Can't print national characters in IDLE with Python 2.2.1c1

Wed Mar 20 01:33:05 EST 2002

Magnus Lyckå <magnus at thinkware.se> writes:

> Can someone explain this?

It's a known limitation, also it is not clear what the solution should
be.

If you type "funny characters" in IDLE, Tk will represent them as
Unicode strings (in fact, it represents *all* strings as Unicode
strings). When Tkinter returns strings to Python, it returns plain
(byte) strings if the string can be converted using the default
encoding (ASCII in most installations), and Unicode objects otherwise.
When Python then tries to interpret a Unicode string as source code,
it gives up - that text is no valid source code.

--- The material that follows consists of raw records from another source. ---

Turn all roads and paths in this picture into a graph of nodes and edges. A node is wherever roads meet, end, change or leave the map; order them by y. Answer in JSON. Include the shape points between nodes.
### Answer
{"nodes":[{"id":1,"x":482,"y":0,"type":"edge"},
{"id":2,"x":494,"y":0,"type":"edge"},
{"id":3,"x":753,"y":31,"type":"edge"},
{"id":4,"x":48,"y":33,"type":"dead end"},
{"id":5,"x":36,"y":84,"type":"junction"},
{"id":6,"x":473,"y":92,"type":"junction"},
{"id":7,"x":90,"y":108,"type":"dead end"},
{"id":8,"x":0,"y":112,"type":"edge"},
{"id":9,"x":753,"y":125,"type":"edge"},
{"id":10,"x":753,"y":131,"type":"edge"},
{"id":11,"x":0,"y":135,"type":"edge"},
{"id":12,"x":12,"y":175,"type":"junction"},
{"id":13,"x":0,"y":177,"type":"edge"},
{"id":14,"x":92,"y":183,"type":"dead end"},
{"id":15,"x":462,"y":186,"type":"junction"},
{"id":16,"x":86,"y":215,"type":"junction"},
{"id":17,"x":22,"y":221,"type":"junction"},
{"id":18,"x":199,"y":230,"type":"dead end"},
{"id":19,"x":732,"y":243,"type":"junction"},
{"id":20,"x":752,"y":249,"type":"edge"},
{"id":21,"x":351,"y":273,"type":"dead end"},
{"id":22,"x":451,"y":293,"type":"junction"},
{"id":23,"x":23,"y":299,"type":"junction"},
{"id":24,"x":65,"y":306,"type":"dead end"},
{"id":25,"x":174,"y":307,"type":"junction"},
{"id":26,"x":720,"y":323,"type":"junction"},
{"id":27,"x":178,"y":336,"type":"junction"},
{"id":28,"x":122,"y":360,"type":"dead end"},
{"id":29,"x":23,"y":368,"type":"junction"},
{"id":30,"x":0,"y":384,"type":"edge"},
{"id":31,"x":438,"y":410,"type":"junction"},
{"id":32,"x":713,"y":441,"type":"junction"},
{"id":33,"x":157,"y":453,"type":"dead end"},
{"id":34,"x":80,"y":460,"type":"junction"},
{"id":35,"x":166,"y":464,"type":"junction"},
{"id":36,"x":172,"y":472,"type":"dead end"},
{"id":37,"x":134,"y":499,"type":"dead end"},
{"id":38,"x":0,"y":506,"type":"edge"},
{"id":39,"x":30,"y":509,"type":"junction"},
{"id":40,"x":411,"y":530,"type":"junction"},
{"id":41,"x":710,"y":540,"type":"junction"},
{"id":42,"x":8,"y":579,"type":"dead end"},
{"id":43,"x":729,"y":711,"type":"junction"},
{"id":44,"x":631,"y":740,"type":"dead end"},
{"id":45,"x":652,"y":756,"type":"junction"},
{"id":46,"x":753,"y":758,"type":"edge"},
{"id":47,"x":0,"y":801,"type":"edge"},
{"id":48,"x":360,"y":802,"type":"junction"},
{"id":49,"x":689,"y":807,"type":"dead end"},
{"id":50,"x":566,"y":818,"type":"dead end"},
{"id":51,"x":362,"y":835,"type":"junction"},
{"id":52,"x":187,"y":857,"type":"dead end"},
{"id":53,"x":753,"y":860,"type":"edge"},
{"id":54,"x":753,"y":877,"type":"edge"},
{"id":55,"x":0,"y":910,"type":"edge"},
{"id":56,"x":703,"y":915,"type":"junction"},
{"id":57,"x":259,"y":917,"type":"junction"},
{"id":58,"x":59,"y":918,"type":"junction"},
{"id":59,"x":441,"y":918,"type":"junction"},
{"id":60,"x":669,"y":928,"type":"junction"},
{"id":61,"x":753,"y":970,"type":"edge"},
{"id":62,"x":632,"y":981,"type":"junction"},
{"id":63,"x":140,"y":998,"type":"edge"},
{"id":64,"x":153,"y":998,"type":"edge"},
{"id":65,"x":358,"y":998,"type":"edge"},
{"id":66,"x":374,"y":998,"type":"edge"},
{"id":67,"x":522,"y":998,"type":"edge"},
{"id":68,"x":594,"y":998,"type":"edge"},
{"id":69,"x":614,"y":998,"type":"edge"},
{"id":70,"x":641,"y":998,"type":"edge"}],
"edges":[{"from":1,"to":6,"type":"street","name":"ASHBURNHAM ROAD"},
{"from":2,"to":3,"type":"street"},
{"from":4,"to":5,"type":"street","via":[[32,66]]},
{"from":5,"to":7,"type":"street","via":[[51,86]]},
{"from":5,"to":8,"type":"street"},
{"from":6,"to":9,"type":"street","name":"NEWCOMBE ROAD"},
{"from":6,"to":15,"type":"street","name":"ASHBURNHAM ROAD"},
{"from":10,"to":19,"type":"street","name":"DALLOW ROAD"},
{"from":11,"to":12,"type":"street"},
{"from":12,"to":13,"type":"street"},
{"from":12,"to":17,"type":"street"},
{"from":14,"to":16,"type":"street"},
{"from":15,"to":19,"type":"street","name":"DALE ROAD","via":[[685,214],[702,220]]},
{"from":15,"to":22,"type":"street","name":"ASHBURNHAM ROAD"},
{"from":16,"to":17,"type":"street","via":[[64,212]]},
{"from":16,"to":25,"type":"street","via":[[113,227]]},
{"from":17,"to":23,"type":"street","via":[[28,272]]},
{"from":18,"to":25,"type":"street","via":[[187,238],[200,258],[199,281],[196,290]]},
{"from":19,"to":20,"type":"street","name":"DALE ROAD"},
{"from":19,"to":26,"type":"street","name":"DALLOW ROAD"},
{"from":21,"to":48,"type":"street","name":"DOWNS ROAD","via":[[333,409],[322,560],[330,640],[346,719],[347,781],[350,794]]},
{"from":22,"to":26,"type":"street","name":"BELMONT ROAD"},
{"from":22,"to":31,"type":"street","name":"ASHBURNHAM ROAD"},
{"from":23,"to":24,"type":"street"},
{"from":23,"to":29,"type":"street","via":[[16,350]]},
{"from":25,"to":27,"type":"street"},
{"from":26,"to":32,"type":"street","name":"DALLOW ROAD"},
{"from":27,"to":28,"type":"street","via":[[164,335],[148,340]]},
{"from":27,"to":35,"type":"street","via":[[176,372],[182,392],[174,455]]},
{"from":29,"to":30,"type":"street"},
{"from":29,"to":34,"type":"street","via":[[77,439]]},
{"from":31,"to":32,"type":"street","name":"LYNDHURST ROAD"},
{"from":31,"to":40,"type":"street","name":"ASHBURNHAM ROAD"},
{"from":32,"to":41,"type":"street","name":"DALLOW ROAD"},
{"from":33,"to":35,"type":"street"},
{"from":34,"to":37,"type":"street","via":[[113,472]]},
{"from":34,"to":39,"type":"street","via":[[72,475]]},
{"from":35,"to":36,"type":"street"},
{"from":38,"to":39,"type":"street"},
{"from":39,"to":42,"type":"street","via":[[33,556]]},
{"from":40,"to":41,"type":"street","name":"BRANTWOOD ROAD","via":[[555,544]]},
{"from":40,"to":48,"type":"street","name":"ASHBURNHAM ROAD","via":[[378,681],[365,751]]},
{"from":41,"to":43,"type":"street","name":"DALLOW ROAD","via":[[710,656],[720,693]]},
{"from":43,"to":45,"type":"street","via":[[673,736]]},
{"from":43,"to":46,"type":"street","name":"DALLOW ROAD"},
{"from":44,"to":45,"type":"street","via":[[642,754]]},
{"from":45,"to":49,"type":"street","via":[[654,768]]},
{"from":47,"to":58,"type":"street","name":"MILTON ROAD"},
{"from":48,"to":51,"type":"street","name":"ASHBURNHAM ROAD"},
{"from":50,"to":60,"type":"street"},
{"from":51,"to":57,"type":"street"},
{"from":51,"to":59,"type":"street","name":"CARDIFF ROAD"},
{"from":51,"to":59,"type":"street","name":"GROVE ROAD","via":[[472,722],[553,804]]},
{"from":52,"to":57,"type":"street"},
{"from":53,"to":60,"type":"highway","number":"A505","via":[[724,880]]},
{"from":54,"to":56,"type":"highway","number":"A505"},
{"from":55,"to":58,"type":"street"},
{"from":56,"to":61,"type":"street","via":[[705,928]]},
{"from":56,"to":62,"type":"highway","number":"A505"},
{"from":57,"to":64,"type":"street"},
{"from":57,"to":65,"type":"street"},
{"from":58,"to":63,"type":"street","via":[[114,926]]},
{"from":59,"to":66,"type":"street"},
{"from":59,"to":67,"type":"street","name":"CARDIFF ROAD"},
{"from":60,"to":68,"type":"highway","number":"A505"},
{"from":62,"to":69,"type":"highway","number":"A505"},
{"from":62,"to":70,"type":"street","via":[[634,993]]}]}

Notice that, strictly speaking, your program is incorrect: According
to

http://www.python.org/doc/current/ref/lexical.html

# Python uses the 7-bit ASCII character set for program text and
# string literals. 8-bit characters may be used in string literals and
# comments but their interpretation is platform dependent; the proper
# way to insert 8-bit characters in string literals is by using octal
# or hexadecimal escape sequences.

There is no easy solution to this. Just consider the fragment

 >>> s = 'åäö'
 >>> print ord(s[0])

What do you want to be printed here (what number)? Assuming you have
some answer (say, 229), then what would you expect if s contained some
Cyrillic or Japanese characters?

Under PEP 263, some of the current restrictions will be removed, so
that you can put those characters into Unicode literals. Putting them
into string literals still won't be supported.

As a work-around, you can change the system default encoding.

Regards,
Martin